Saved entries:
= = = = =

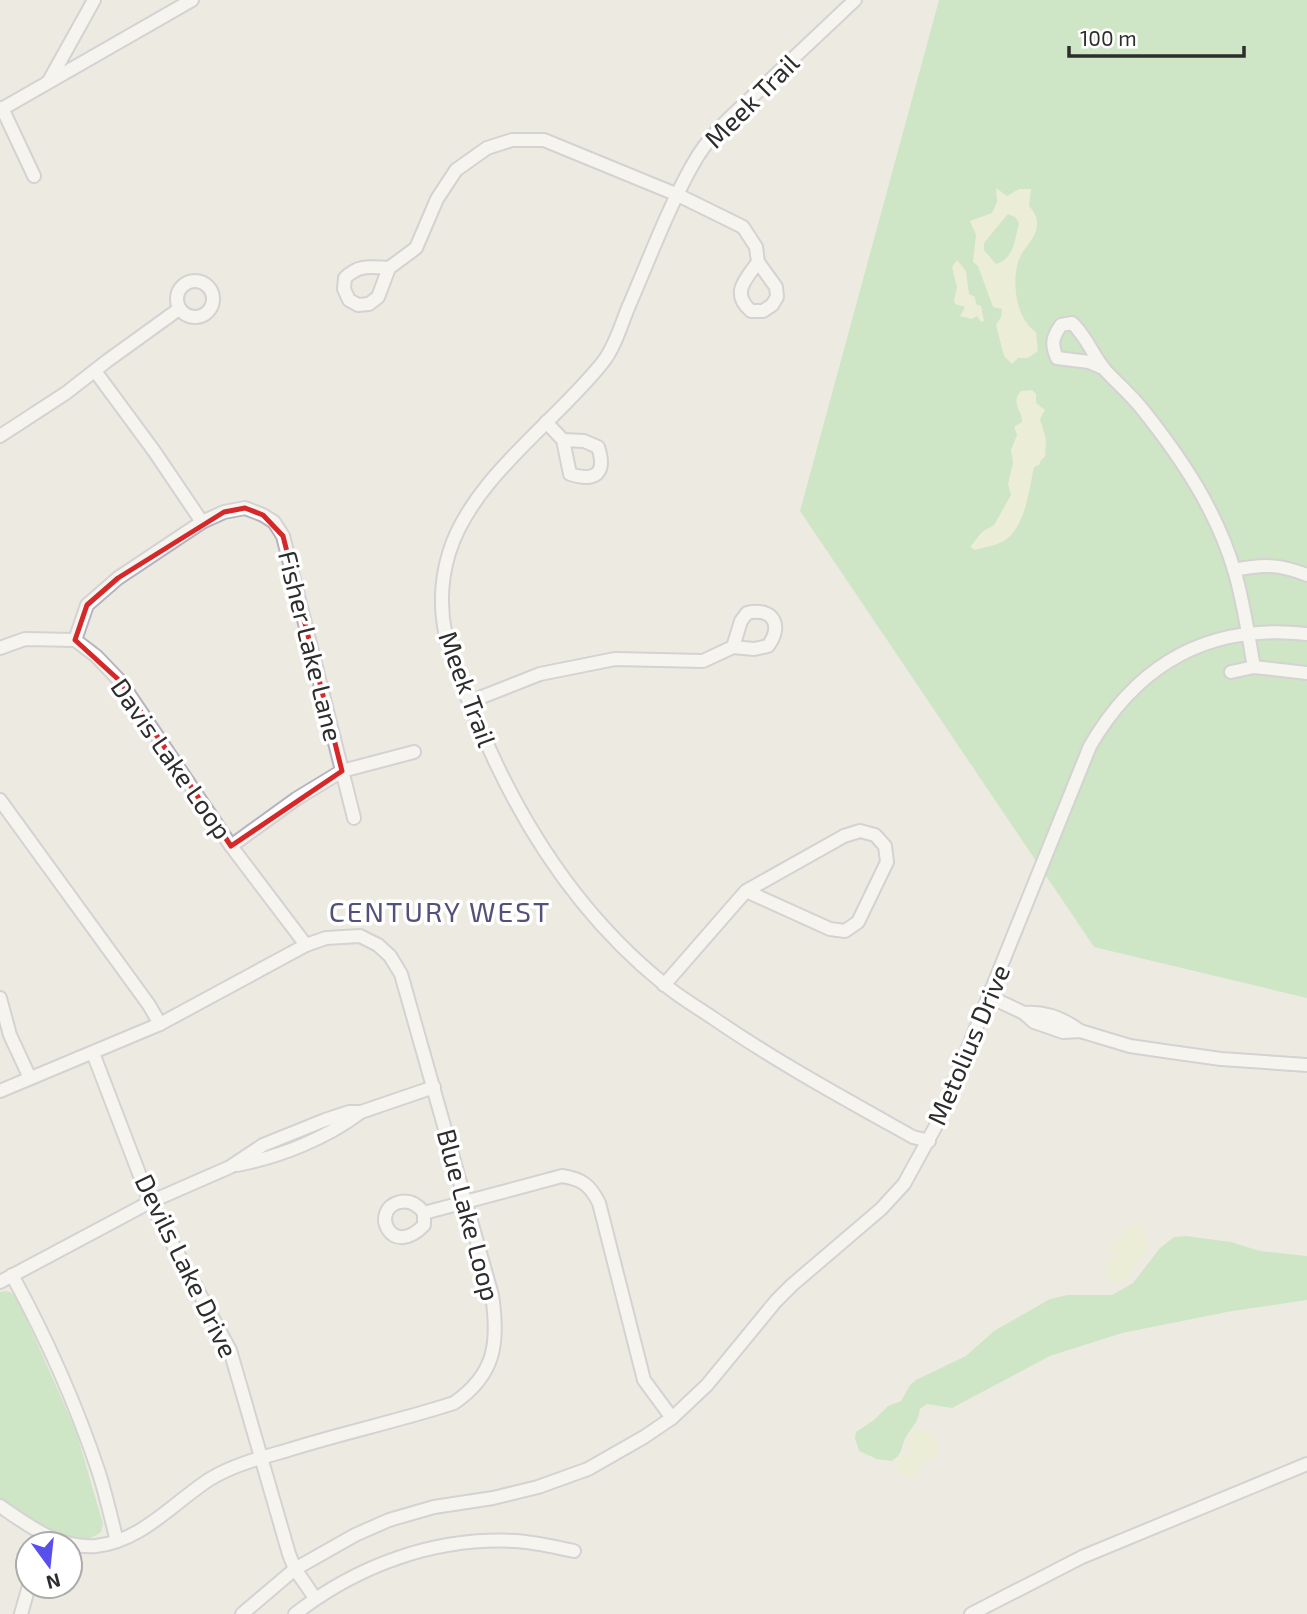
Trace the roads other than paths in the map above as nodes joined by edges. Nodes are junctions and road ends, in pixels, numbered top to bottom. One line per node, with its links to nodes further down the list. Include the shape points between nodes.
1 (94, 0): 4 (street)
2 (192, 0): 4 (street)
3 (855, 0): 7 (street, Meek Trail, via 712,134)
4 (48, 81): 5 (street)
5 (1, 109): 6 (street)
6 (34, 176)
7 (678, 195): 8 (street, via 743,227 756,247); 9 (street, via 544,140 512,140 487,148 456,170 437,199 416,248); 13 (street, Meek Trail, via 605,360)
8 (758, 262)
9 (389, 268)
10 (179, 309): 12 (street)
11 (1103, 368): 17 (street, via 1142,408 1189,472)
12 (95, 371): 14 (street); 16 (street)
13 (546, 422): 15 (street); 27 (street, Meek Trail, via 481,494 449,552 442,623 450,658)
14 (0, 436)
15 (564, 440)
16 (202, 522): 21 (street, Fisher Lake Lane, via 118,578 87,605); 29 (street, Fisher Lake Lane, via 245,508 274,522 282,536)
17 (1234, 570): 18 (street, via 1280,566); 19 (street)
18 (1307, 575)
19 (1248, 633): 20 (street, Metolius Drive); 24 (street); 36 (street, Metolius Drive, via 1167,661 1123,698 1104,722 1090,746)
20 (1307, 634)
21 (75, 640): 23 (street, via 25,639); 32 (street, Davis Lake Loop, via 120,681)
22 (733, 647): 27 (street, via 703,661 615,659 540,674)
23 (0, 648)
24 (1254, 667): 25 (street); 26 (street)
25 (1231, 672)
26 (1307, 673)
27 (469, 702): 35 (street, Meek Trail, via 494,764 556,870 621,945)
28 (414, 752): 29 (street)
29 (342, 771): 31 (street, Fisher Lake Lane); 32 (street)
30 (1, 805): 38 (street, via 55,873)
31 (354, 818)
32 (231, 846): 34 (street, Davis Lake Loop)
33 (746, 891): 33 (street, via 830,929 845,931 858,922 887,862 885,846 875,835 860,831 844,836); 35 (street)
34 (306, 945): 38 (street, Blue Lake Loop); 42 (street, Blue Lake Loop, via 360,936 390,956 401,974)
35 (664, 985): 44 (street, Meek Trail, via 754,1046 913,1137)
36 (990, 997): 40 (street, via 1024,1013 1040,1012 1080,1031 1130,1045 1220,1059); 44 (street, Metolius Drive)
37 (0, 998): 41 (street, via 10,1035)
38 (160, 1024): 39 (street, Blue Lake Loop)
39 (93, 1053): 41 (street, Blue Lake Loop); 46 (street, Devils Lake Drive)
40 (1307, 1065)
41 (30, 1078): 43 (street, Blue Lake Loop)
42 (434, 1087): 45 (street, Blue Lake Loop); 46 (street, via 361,1112 308,1142 230,1167)
43 (0, 1091)
44 (929, 1141): 50 (street, Metolius Drive, via 904,1184 881,1209 776,1301 707,1385)
45 (465, 1201): 47 (street); 50 (street, via 562,1176 586,1183 599,1203 645,1380); 51 (street, Blue Lake Loop, via 496,1321 488,1369 454,1403)
46 (150, 1202): 48 (street); 51 (street, Devils Lake Drive, via 230,1350)
47 (424, 1213)
48 (12, 1275): 49 (street); 55 (street, via 64,1378 100,1475)
49 (0, 1282)
50 (671, 1418): 58 (street, Metolius Drive, via 588,1469 493,1499 434,1507 389,1520)
51 (262, 1457): 55 (street, Blue Lake Loop, via 210,1479 141,1530); 58 (street, Devils Lake Drive)
52 (1307, 1464): 62 (street, via 1082,1556)
53 (0, 1506): 54 (street, Blue Lake Loop)
54 (33, 1530)
55 (117, 1541): 56 (street, Blue Lake Loop)
56 (84, 1545)
57 (574, 1551): 59 (street, via 517,1541 429,1547 346,1580)
58 (295, 1569): 59 (street, Devils Lake Drive); 60 (street, Metolius Drive)
59 (315, 1598): 61 (street)
60 (242, 1614)
61 (295, 1614)
62 (971, 1614)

= = = = =

# Work instruction
Restate the data above word for word, omitting every picture.

# Result of the task
Trace the roads other than paths in the map above as nodes joined by edges. Nodes are junctions and road ends, in pixels, numbered top to bottom. One line per node, with its links to nodes further down the list. Include the shape points between nodes.
1 (94, 0): 4 (street)
2 (192, 0): 4 (street)
3 (855, 0): 7 (street, Meek Trail, via 712,134)
4 (48, 81): 5 (street)
5 (1, 109): 6 (street)
6 (34, 176)
7 (678, 195): 8 (street, via 743,227 756,247); 9 (street, via 544,140 512,140 487,148 456,170 437,199 416,248); 13 (street, Meek Trail, via 605,360)
8 (758, 262)
9 (389, 268)
10 (179, 309): 12 (street)
11 (1103, 368): 17 (street, via 1142,408 1189,472)
12 (95, 371): 14 (street); 16 (street)
13 (546, 422): 15 (street); 27 (street, Meek Trail, via 481,494 449,552 442,623 450,658)
14 (0, 436)
15 (564, 440)
16 (202, 522): 21 (street, Fisher Lake Lane, via 118,578 87,605); 29 (street, Fisher Lake Lane, via 245,508 274,522 282,536)
17 (1234, 570): 18 (street, via 1280,566); 19 (street)
18 (1307, 575)
19 (1248, 633): 20 (street, Metolius Drive); 24 (street); 36 (street, Metolius Drive, via 1167,661 1123,698 1104,722 1090,746)
20 (1307, 634)
21 (75, 640): 23 (street, via 25,639); 32 (street, Davis Lake Loop, via 120,681)
22 (733, 647): 27 (street, via 703,661 615,659 540,674)
23 (0, 648)
24 (1254, 667): 25 (street); 26 (street)
25 (1231, 672)
26 (1307, 673)
27 (469, 702): 35 (street, Meek Trail, via 494,764 556,870 621,945)
28 (414, 752): 29 (street)
29 (342, 771): 31 (street, Fisher Lake Lane); 32 (street)
30 (1, 805): 38 (street, via 55,873)
31 (354, 818)
32 (231, 846): 34 (street, Davis Lake Loop)
33 (746, 891): 33 (street, via 830,929 845,931 858,922 887,862 885,846 875,835 860,831 844,836); 35 (street)
34 (306, 945): 38 (street, Blue Lake Loop); 42 (street, Blue Lake Loop, via 360,936 390,956 401,974)
35 (664, 985): 44 (street, Meek Trail, via 754,1046 913,1137)
36 (990, 997): 40 (street, via 1024,1013 1040,1012 1080,1031 1130,1045 1220,1059); 44 (street, Metolius Drive)
37 (0, 998): 41 (street, via 10,1035)
38 (160, 1024): 39 (street, Blue Lake Loop)
39 (93, 1053): 41 (street, Blue Lake Loop); 46 (street, Devils Lake Drive)
40 (1307, 1065)
41 (30, 1078): 43 (street, Blue Lake Loop)
42 (434, 1087): 45 (street, Blue Lake Loop); 46 (street, via 361,1112 308,1142 230,1167)
43 (0, 1091)
44 (929, 1141): 50 (street, Metolius Drive, via 904,1184 881,1209 776,1301 707,1385)
45 (465, 1201): 47 (street); 50 (street, via 562,1176 586,1183 599,1203 645,1380); 51 (street, Blue Lake Loop, via 496,1321 488,1369 454,1403)
46 (150, 1202): 48 (street); 51 (street, Devils Lake Drive, via 230,1350)
47 (424, 1213)
48 (12, 1275): 49 (street); 55 (street, via 64,1378 100,1475)
49 (0, 1282)
50 (671, 1418): 58 (street, Metolius Drive, via 588,1469 493,1499 434,1507 389,1520)
51 (262, 1457): 55 (street, Blue Lake Loop, via 210,1479 141,1530); 58 (street, Devils Lake Drive)
52 (1307, 1464): 62 (street, via 1082,1556)
53 (0, 1506): 54 (street, Blue Lake Loop)
54 (33, 1530)
55 (117, 1541): 56 (street, Blue Lake Loop)
56 (84, 1545)
57 (574, 1551): 59 (street, via 517,1541 429,1547 346,1580)
58 (295, 1569): 59 (street, Devils Lake Drive); 60 (street, Metolius Drive)
59 (315, 1598): 61 (street)
60 (242, 1614)
61 (295, 1614)
62 (971, 1614)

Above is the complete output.